Cerith Wyn Evans was in gloriously provocative form at the awards dinner for the Hepworth Prize for Sculpture last Thursday 15 November. When called up to the podium as the winner of the £30,000 prize, the man who last year filled the Tate Britain’s Duveen Galleries with a dazzling dangling sculpture in white neon, declared that he had absolutely nothing to say except to thank his friend and Royal College Design MA alumna Tom Foulsham, who had physically made the prizewinning work Composition for 37 Flutes (in two parts).
Despite being visibly moved that he had been selected from a very strong shortlist which also numbered Michael Dean, Mona Hatoum, Philip Lai and Magali Reus, Wyn Evans later admitted that when he was a student at St Martin’s School of Art he “had always hated sculpture.” In addition, while at pains to stress that he respected the amount of work that had gone into the Hepworth prize and its value in raising the profile of sculpture, Wyn Evans also said that as a Buddhist the prize itself meant nothing to him personally, telling reporters “it is literally meaningless.”

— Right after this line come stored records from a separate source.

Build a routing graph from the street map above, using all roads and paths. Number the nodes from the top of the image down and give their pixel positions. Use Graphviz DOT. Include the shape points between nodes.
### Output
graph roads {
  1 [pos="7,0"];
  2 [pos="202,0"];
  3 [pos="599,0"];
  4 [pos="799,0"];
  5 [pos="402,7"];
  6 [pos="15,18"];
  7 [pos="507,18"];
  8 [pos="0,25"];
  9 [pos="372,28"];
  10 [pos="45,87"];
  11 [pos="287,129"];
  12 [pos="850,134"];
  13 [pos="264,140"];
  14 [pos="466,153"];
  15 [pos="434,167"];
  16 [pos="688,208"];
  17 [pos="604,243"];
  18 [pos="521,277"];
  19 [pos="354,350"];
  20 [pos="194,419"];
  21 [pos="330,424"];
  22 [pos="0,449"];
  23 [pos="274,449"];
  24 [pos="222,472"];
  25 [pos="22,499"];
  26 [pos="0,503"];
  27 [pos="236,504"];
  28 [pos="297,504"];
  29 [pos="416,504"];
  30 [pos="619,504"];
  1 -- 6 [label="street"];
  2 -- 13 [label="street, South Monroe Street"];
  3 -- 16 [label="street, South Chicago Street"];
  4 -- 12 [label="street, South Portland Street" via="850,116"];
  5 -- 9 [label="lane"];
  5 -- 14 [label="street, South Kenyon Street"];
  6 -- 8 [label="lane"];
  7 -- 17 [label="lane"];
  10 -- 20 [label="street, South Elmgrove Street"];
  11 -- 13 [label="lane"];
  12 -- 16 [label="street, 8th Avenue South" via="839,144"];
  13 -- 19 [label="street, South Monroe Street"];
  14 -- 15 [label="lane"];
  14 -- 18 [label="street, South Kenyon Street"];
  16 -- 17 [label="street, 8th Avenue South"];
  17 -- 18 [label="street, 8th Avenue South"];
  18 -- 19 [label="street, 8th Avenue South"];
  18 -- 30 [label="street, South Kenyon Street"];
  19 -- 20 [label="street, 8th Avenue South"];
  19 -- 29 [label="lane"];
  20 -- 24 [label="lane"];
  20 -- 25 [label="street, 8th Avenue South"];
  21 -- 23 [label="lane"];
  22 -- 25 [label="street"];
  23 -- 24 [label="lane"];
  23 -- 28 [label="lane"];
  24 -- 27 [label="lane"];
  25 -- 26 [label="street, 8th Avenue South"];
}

Nonetheless, live on BBC Radio he stated that it was his intention to use the prize money to “fight Brexit” before offering a subversive twist to his decidedly monkish demeanour with a spot of sartorial adjustment which involved reclining on the gallery floor and – much to the delight of all those present, including your own correspondent - hitching up the skirts of his robes to reveal a cheeky expanse of underwear and upper thigh.
However, no shenanigans could detract from the powerful and poetic presence of Wyn Evans’s work itself which consists of two suspended interconnected glass arcs from which emanate 37 crystal flutes that are in turn powered by organ pumps to emit a mournful and haunting sound. Composition for 37 Flutes offers a magical combination of drawing, instrument, apparatus and sculpture and is a worthy winner of a prize that is committed to the development of contemporary sculpture. Wyn Evans describes the piece as a “threnody for Barbara” and I have no doubt that Ms Hepworth would have utterly approved.